Brainshark, from the company of the same name, is an online presentation software for business communications and e-learning. The application enables the user to create, narrate, share and track multimedia presentations. Utter and other officials with Grand Circle use Brainshark to build educational modules covering the company’s different tour packages. They upload static content (such as PowerPoint presentations), and then use a phone or computer microphone to add voice. Grand Circle also includes quizzes to measure the agent’s mastery of each tour.

Analytics features

The software features analytics capabilities that make it easy to see who viewed presentations, when they were viewed, how much content was consumed, and how any survey/quiz questions were answered.

“The biggest step that we took is that we dedicated a position to Brainshark, someone who is dedicated to it 100 percent,” Utter says. Once one person learned Brainshark completely, he or she was able to teach others how to produce Brainshark modules.

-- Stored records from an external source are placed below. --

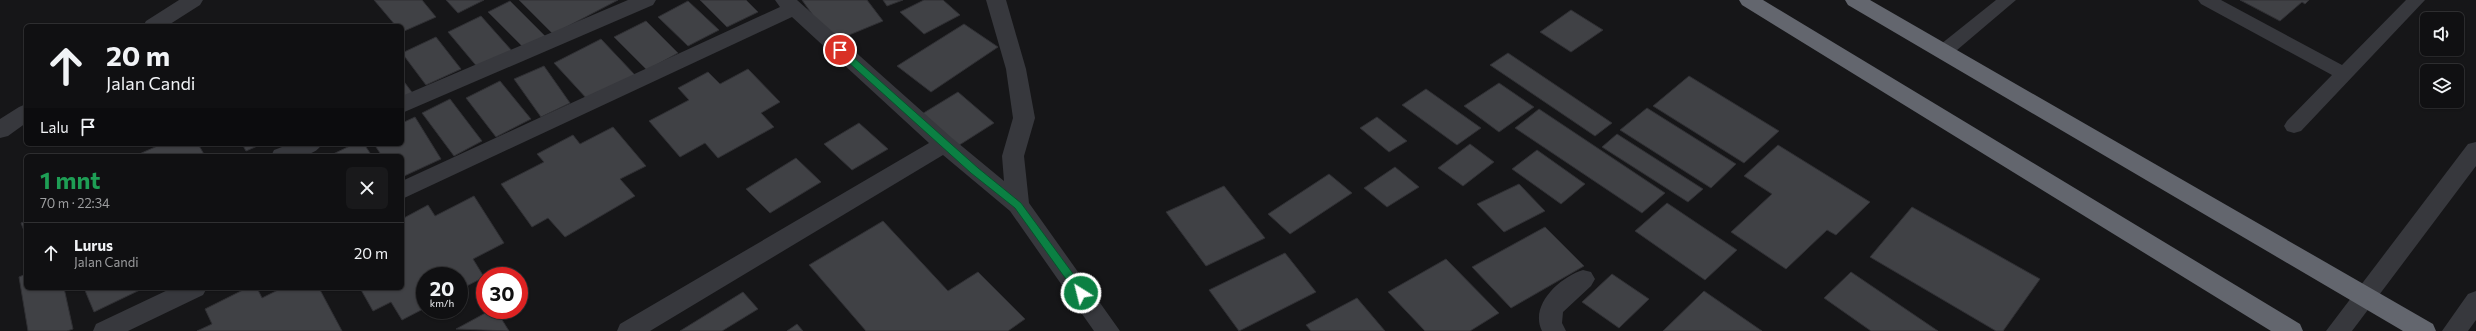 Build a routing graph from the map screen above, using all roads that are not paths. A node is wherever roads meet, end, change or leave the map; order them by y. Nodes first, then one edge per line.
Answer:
1 (193, 0) edge
2 (646, 0) edge
3 (996, 0) edge
4 (1749, 0) edge
5 (1855, 0) edge
6 (2007, 0) edge
7 (2207, 0) edge
8 (2416, 0) edge
9 (789, 4) edge
10 (155, 24) edge
11 (1943, 52) junction
12 (2345, 74) junction
13 (404, 104) edge
14 (24, 113) edge
15 (2294, 126) dead end
16 (0, 130) edge
17 (944, 144) junction
18 (306, 146) edge
19 (2476, 150) edge
20 (287, 154) edge
21 (404, 190) edge
22 (1018, 205) junction
23 (1583, 280) dead end
24 (190, 290) edge
25 (2364, 296) junction
26 (2476, 301) edge
27 (105, 331) edge
28 (629, 331) edge
29 (1108, 331) edge
30 (1554, 331) edge
31 (2291, 331) edge
32 (2338, 331) edge
33 (2424, 331) edge
34 (2454, 331) edge

1 - 10 street
2 - 13 street
3 - 22 street
4 - 31 highway
5 - 11 highway
6 - 11 lane
7 - 12 lane
8 - 12 lane
9 - 17 street
9 - 21 street
11 - 25 highway
12 - 15 lane
14 - 16 street
17 - 22 street
17 - 28 street
18 - 20 street
19 - 25 street
22 - 29 street
23 - 30 street
24 - 27 street
25 - 32 street
25 - 33 highway
26 - 34 street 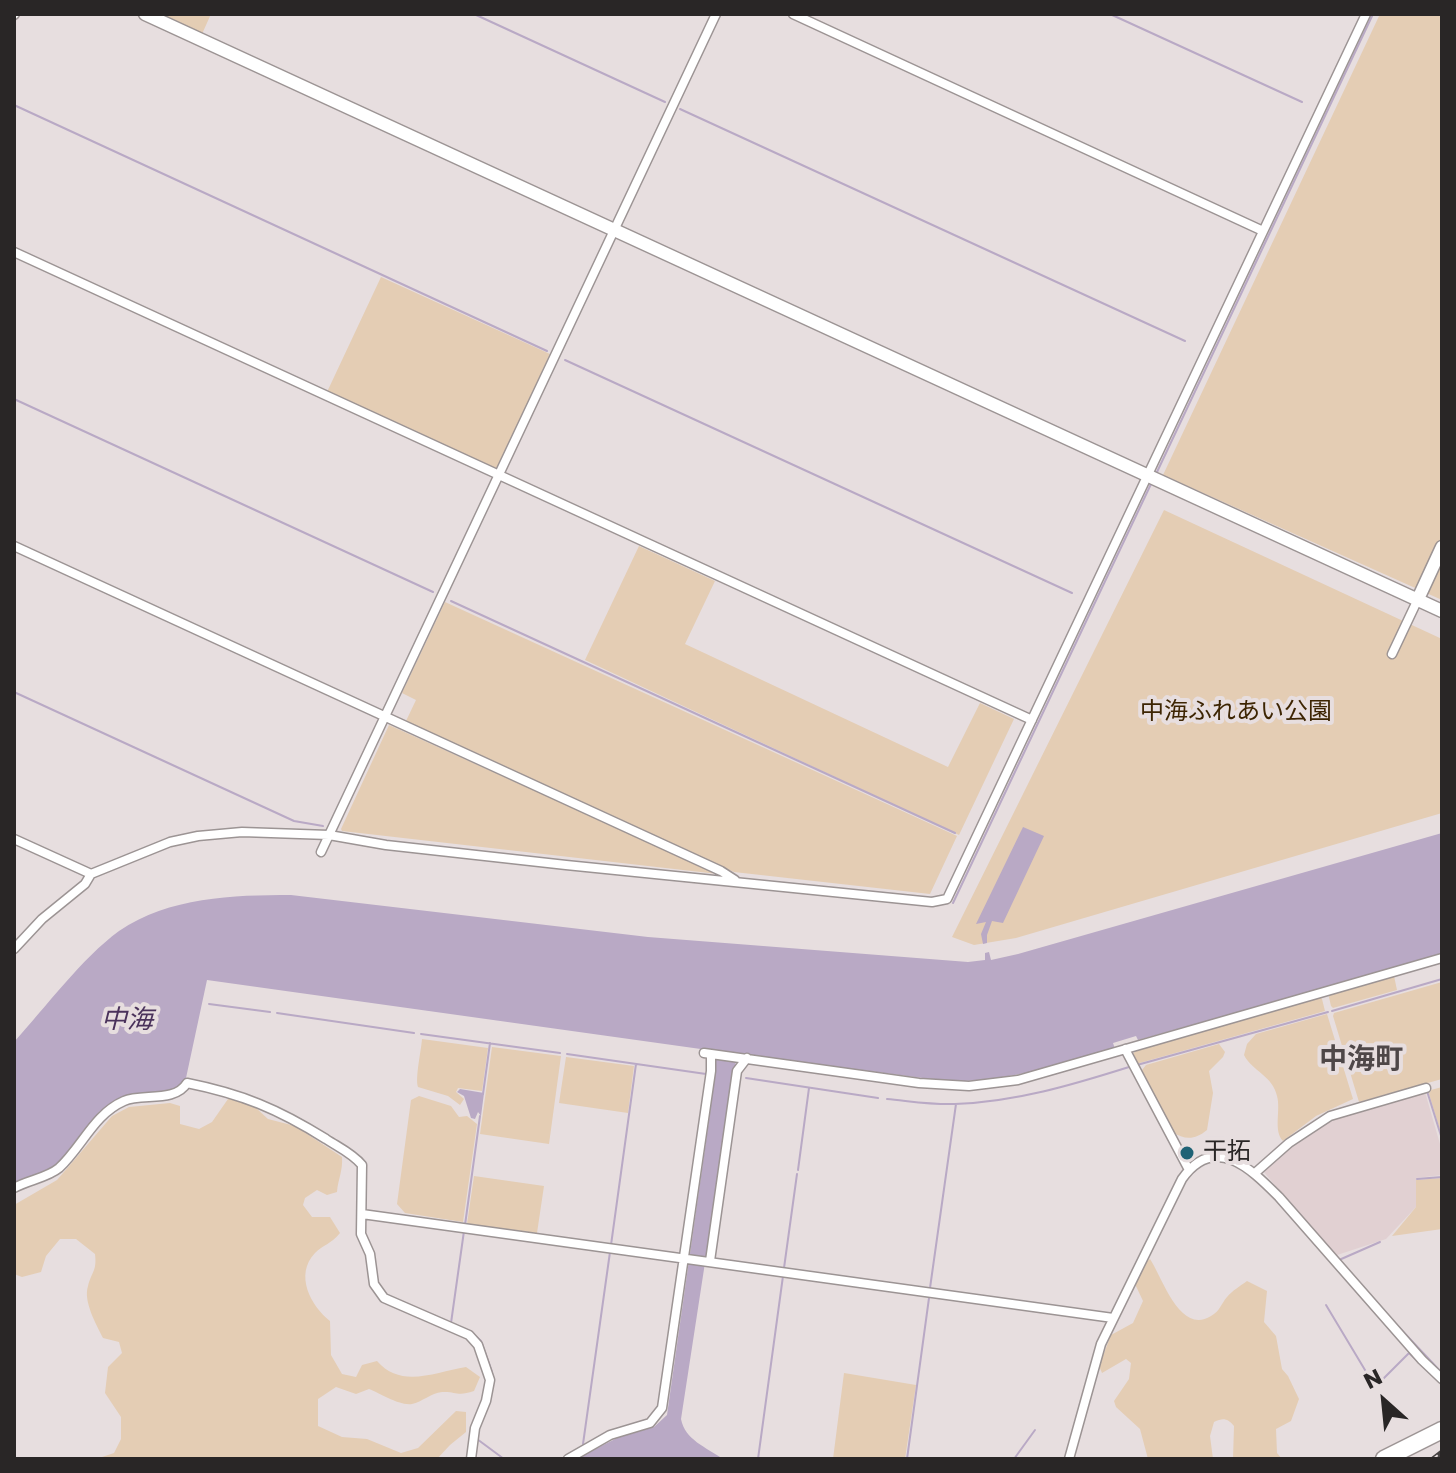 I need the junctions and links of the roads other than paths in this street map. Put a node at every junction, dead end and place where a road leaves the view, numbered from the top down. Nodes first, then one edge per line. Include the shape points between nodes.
1 (145, 14) edge
2 (716, 14) edge
3 (793, 14) edge
4 (1366, 14) edge
5 (614, 231) junction
6 (1263, 231) junction
7 (14, 252) edge
8 (499, 477) junction
9 (1148, 477) junction
10 (14, 546) edge
11 (1442, 547) edge
12 (1418, 599) junction
13 (1442, 611) edge
14 (1392, 654) dead end
15 (385, 717) junction
16 (1032, 720) junction
17 (329, 835) junction
18 (14, 839) edge
19 (321, 852) dead end
20 (91, 874) junction
21 (737, 881) junction
22 (14, 949) edge
23 (1442, 958) edge
24 (1125, 1049) junction
25 (742, 1058) junction
26 (1426, 1088) dead end
27 (1189, 1170) junction
28 (1255, 1173) junction
29 (14, 1188) edge
30 (362, 1214) junction
31 (686, 1258) junction
32 (708, 1261) junction
33 (1113, 1318) junction
34 (1442, 1379) edge
35 (1442, 1430) edge
36 (471, 1459) edge
37 (568, 1459) edge
38 (1069, 1459) edge
39 (1384, 1459) edge

1 - 5 street
2 - 5 street
3 - 6 street
4 - 6 street
5 - 8 street
5 - 9 street
6 - 9 street
7 - 8 street
8 - 15 street
8 - 16 street
9 - 12 street
9 - 16 street
10 - 15 street
11 - 12 street
12 - 13 street
12 - 14 street
15 - 17 street
15 - 21 street
16 - 21 street via 947,899 932,902
17 - 19 street
17 - 20 street via 198,836 150,848
17 - 21 street
18 - 20 street
20 - 22 street
23 - 24 street
24 - 25 street via 1018,1080 969,1086
24 - 27 street
25 - 31 street via 711,1053
25 - 32 street
26 - 28 street via 1325,1119
27 - 28 street via 1221,1157
27 - 33 street
28 - 34 street
29 - 30 street via 61,1167 120,1102 177,1093 187,1080 260,1103 353,1155 363,1169
30 - 31 street
30 - 36 street via 361,1234 377,1291 469,1335 478,1345 490,1380
31 - 32 street
31 - 37 street via 659,1415
32 - 33 street
33 - 38 street via 1096,1359
35 - 39 highway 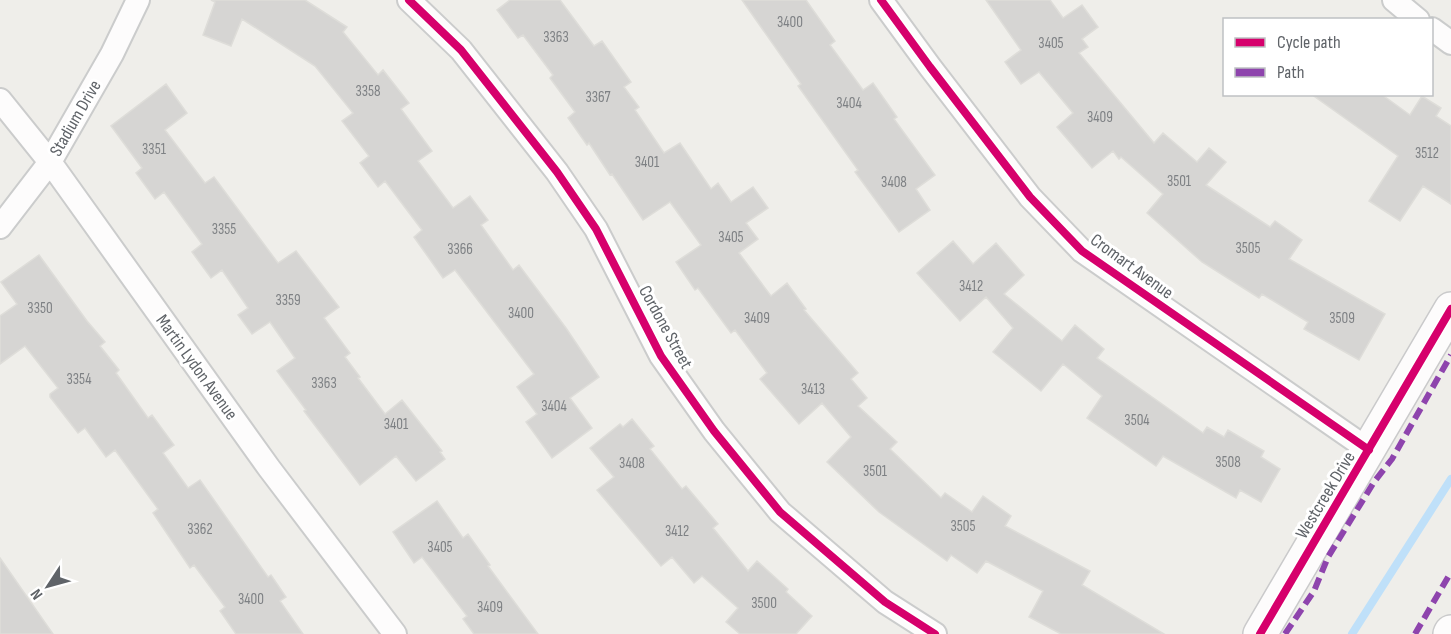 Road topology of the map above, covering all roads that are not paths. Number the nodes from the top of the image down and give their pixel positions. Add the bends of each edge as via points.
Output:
1 (138, 0) edge
2 (409, 0) edge
3 (881, 0) edge
4 (1395, 0) edge
5 (1416, 18) edge
6 (1433, 30) edge
7 (1451, 44) edge
8 (0, 100) edge
9 (50, 162) junction
10 (0, 227) edge
11 (1451, 309) edge
12 (1369, 450) junction
13 (395, 634) edge
14 (935, 634) edge
15 (1260, 634) edge

1 - 9 street, Stadium Drive
2 - 14 street, Cordone Street via 461,50 557,172 596,228 661,356 714,431 780,512 885,602
3 - 12 street, Cromart Avenue via 1030,197 1082,251
4 - 5 street
6 - 7 street
8 - 9 street, Martin Lydon Avenue
9 - 10 street, Stadium Drive
9 - 13 street, Martin Lydon Avenue via 269,468
11 - 12 street, Westcreek Drive
12 - 15 street, Westcreek Drive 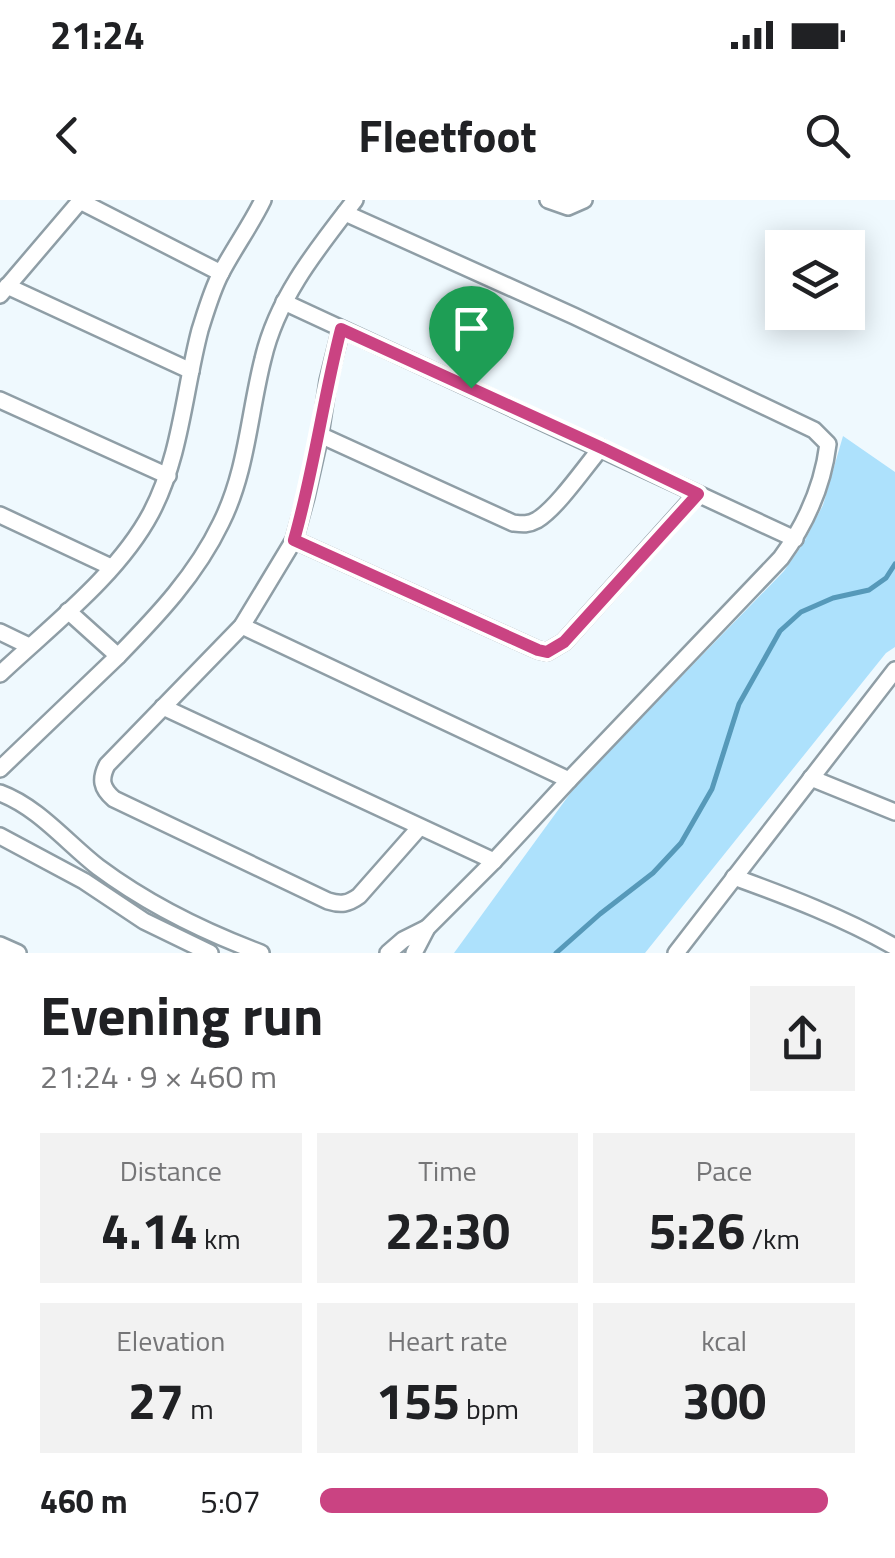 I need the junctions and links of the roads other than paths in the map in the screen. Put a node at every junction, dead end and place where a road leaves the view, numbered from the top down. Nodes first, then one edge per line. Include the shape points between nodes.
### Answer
1 (263, 200) edge
2 (548, 200) edge
3 (584, 200) edge
4 (80, 201) edge
5 (350, 206) edge
6 (221, 273) junction
7 (4, 291) edge
8 (284, 302) junction
9 (341, 329) junction
10 (192, 371) junction
11 (0, 400) edge
12 (320, 435) junction
13 (602, 448) junction
14 (168, 476) junction
15 (698, 494) junction
16 (0, 516) edge
17 (795, 539) junction
18 (294, 540) junction
19 (111, 567) junction
20 (68, 611) junction
21 (242, 626) junction
22 (0, 632) edge
23 (29, 646) junction
24 (118, 656) junction
25 (895, 670) edge
26 (0, 674) edge
27 (163, 706) junction
28 (0, 769) edge
29 (811, 778) junction
30 (568, 780) junction
31 (0, 794) edge
32 (895, 812) edge
33 (419, 828) junction
34 (0, 836) edge
35 (494, 862) junction
36 (97, 866) junction
37 (734, 877) junction
38 (84, 881) junction
39 (427, 928) junction
40 (0, 945) edge
41 (895, 947) edge
42 (18, 953) edge
43 (210, 953) edge
44 (261, 953) edge
45 (388, 953) edge
46 (414, 953) edge
47 (676, 953) edge

1 - 6 street
2 - 3 street via 568,207
4 - 6 street
4 - 7 street
5 - 8 street
5 - 17 street via 814,430 827,452
6 - 10 street
7 - 10 street
8 - 9 street
8 - 24 street via 262,360 242,465 223,521 194,572
9 - 12 street
9 - 13 street
10 - 14 street
11 - 14 street
12 - 13 street via 526,524 552,507
12 - 18 street
13 - 15 street
14 - 19 street via 150,515
15 - 17 street
15 - 18 street via 564,642 547,652
16 - 19 street
17 - 30 street
18 - 21 street
19 - 20 street
20 - 23 street
20 - 24 street
21 - 27 street
21 - 30 street
22 - 23 street
23 - 26 street
24 - 28 street
25 - 29 street
27 - 33 street
27 - 33 street via 108,765 102,785 114,799 172,828 339,904 359,896
29 - 32 street
29 - 37 street
30 - 35 street
31 - 36 street via 36,814
33 - 35 street
34 - 38 street
35 - 39 street
36 - 38 street
36 - 44 street via 175,917
37 - 41 street
37 - 47 street
38 - 43 street via 144,922
39 - 45 street
39 - 46 street
40 - 42 street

Call center agents receive credit for each module they complete. According to Utter, there is an extremely close correlation between agent product knowledge and customer satisfaction. Customers fill out satisfaction surveys following each sale. Agent scores on the surveys figure into their reviews, raises and promotions. So agents are working hard on mastering the Brainshark modules, according to Utter. “Our abandonment rates have been significantly reduced,” he says.

Brainshark has worked so well in the Grand Circle’s call center that the company plans to expand the use of it to improve training throughout the enterprise.

Growing internal KM

InterContinental Hotels Group (IHG), which includes such well-known names as Intercontinental, Crowne Plaza and Holiday Inn Express, depended on its enterprise data warehouse for reservations, corporate information and other enterprise intelligence, but the system was nearing capacity and the company wanted to include more CRM and other functionality in the system, so an upgrade was imminent.

“We were creating a new campaign management system,” says Alex Grigorian, senior VP, enterprise technologies at IHG. The company looked at three different data warehouse vendors, finally choosing the Teradata data warehouse appliance in December 2008.